* **GIVEN RECORDS**:
------------------------
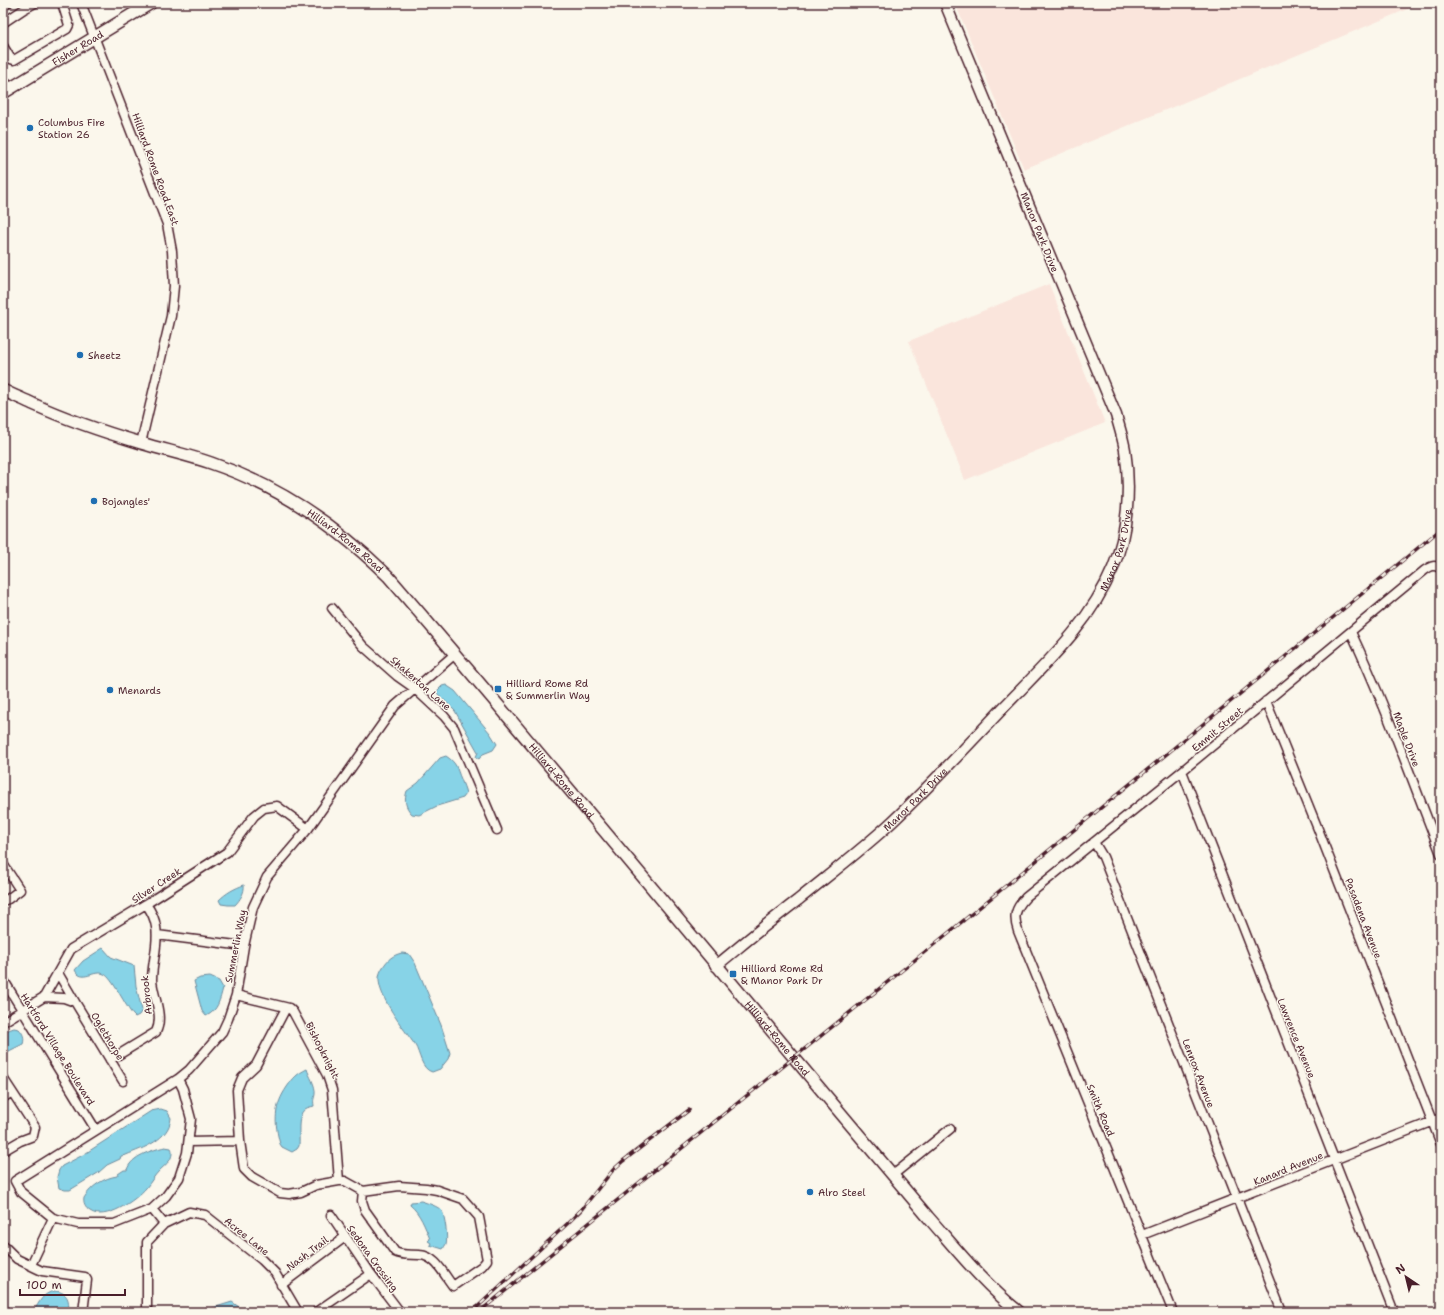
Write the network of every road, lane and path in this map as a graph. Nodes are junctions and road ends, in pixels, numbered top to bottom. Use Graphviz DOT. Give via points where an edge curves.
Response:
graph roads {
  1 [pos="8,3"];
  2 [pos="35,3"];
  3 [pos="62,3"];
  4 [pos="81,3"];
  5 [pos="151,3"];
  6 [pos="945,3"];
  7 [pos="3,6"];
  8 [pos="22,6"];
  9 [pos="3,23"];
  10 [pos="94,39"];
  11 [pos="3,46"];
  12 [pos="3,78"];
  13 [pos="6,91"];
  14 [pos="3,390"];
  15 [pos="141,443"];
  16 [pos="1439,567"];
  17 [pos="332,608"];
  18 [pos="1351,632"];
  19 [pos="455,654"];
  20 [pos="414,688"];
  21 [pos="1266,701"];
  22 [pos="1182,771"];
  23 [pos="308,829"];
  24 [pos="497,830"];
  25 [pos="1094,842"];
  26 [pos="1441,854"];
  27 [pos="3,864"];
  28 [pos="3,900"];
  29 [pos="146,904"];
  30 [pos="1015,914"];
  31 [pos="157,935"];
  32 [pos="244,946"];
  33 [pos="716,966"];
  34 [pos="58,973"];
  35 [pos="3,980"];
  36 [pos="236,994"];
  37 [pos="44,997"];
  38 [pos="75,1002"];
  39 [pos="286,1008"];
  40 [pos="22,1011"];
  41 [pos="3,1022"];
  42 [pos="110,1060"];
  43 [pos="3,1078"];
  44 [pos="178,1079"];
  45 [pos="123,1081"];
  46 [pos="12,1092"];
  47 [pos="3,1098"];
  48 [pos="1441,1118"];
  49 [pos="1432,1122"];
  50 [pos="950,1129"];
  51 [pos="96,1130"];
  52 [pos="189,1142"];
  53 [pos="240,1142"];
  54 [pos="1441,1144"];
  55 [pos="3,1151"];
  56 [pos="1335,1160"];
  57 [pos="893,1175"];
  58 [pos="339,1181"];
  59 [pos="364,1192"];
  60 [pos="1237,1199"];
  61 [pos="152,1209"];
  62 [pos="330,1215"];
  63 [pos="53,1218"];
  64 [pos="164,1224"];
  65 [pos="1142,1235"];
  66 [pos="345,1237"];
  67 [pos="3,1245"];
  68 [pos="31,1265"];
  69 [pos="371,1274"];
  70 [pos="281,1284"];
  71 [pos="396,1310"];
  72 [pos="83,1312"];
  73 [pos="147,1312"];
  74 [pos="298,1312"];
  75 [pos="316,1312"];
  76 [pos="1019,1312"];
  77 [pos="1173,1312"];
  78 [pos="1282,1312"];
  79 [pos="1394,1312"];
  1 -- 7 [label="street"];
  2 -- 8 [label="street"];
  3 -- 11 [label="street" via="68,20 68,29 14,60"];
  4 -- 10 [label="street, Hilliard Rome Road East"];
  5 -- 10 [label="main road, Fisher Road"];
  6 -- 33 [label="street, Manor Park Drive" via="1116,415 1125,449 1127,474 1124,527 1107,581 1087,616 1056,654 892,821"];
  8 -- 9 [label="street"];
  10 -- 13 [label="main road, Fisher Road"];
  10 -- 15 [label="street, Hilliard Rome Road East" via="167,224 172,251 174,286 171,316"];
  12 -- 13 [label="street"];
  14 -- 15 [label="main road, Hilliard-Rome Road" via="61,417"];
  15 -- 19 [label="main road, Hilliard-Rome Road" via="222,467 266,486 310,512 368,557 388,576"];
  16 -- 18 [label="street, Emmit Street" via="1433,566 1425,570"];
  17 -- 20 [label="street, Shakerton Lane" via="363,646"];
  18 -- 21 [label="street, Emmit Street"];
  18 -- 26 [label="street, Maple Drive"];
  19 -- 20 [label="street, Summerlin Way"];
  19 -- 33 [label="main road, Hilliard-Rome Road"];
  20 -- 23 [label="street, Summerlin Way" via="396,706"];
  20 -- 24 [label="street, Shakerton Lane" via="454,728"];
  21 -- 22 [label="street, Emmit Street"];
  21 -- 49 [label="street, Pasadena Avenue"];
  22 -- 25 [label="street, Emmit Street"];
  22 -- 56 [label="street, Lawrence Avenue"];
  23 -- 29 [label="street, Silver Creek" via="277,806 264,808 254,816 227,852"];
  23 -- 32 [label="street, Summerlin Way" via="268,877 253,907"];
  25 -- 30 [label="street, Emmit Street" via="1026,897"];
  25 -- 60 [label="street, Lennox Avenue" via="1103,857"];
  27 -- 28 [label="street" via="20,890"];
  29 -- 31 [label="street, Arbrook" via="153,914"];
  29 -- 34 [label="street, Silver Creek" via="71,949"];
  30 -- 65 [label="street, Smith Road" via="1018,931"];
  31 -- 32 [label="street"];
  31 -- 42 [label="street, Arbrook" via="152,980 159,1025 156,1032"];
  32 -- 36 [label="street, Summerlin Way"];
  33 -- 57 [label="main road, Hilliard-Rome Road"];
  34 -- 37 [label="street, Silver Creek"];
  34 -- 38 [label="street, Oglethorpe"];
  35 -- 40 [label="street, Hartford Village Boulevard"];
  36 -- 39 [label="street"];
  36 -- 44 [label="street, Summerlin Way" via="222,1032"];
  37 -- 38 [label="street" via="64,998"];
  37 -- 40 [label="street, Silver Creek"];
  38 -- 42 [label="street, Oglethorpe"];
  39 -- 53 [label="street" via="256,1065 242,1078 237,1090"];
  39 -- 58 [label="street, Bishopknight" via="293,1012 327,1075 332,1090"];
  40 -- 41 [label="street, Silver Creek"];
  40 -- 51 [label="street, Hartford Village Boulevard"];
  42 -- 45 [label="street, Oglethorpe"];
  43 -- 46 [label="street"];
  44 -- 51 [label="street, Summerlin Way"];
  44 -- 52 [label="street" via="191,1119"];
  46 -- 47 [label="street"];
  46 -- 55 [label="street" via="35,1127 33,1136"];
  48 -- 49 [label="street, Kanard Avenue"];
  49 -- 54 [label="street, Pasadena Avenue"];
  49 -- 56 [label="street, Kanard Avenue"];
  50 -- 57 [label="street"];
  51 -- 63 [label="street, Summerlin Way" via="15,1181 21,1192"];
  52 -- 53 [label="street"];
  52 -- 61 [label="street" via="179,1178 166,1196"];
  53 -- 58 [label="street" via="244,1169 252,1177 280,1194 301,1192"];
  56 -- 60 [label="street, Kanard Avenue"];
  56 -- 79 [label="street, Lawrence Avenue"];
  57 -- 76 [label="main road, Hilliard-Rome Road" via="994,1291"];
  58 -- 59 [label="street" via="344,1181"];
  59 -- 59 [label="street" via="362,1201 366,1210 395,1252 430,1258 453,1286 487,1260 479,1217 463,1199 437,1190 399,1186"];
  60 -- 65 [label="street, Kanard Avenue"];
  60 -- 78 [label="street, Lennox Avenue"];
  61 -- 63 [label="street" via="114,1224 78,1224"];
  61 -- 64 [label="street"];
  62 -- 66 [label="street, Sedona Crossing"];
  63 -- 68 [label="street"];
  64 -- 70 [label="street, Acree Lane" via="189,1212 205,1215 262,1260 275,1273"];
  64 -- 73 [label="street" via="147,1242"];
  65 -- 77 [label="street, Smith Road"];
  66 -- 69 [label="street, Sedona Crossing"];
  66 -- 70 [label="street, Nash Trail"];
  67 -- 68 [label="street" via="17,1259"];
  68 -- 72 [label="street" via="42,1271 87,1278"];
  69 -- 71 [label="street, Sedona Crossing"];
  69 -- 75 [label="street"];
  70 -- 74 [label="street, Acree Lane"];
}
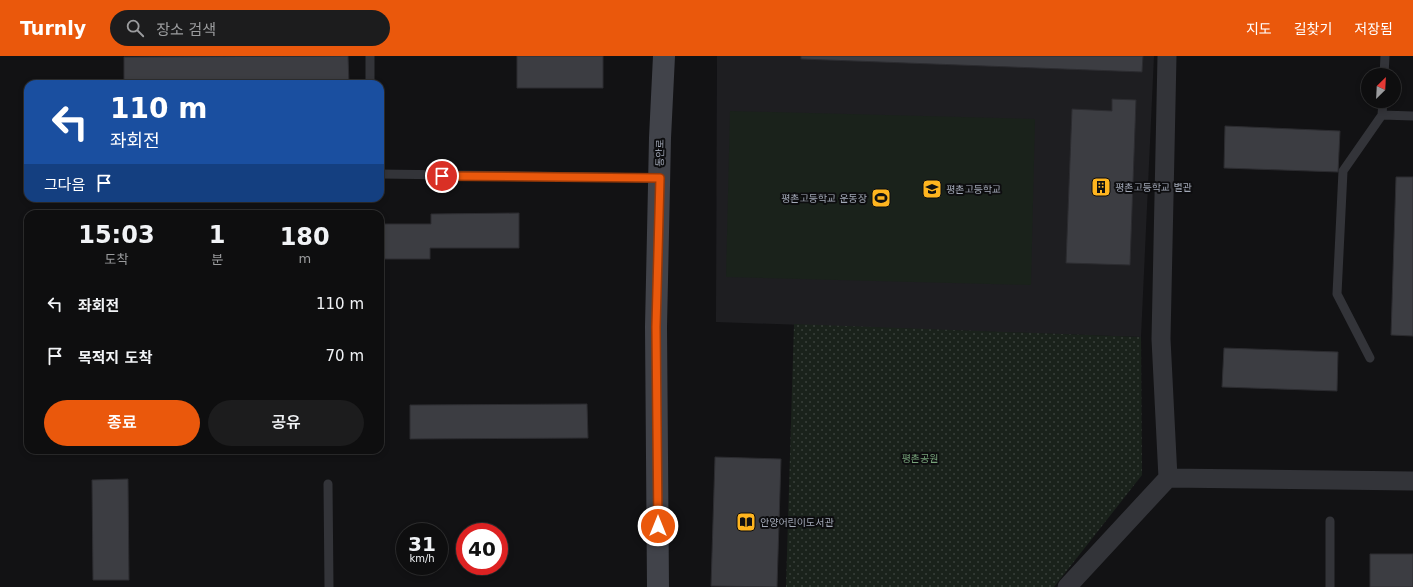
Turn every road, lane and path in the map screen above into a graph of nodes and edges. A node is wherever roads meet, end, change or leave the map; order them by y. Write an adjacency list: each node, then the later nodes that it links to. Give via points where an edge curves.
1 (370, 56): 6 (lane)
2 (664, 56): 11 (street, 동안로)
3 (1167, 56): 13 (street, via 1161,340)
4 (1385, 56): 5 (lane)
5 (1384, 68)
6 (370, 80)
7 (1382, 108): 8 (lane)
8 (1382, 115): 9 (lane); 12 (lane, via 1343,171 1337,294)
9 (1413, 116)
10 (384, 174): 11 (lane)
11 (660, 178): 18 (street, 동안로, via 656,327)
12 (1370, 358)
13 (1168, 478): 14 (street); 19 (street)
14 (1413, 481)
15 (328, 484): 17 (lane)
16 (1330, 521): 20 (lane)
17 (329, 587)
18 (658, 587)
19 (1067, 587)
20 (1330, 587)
------------------------
* **WORK ITEM**: Pull each line holding "Sedona" out of the listing.

* **YOUR RESPONSE**:
  62 -- 66 [label="street, Sedona Crossing"];
  66 -- 69 [label="street, Sedona Crossing"];
  69 -- 71 [label="street, Sedona Crossing"];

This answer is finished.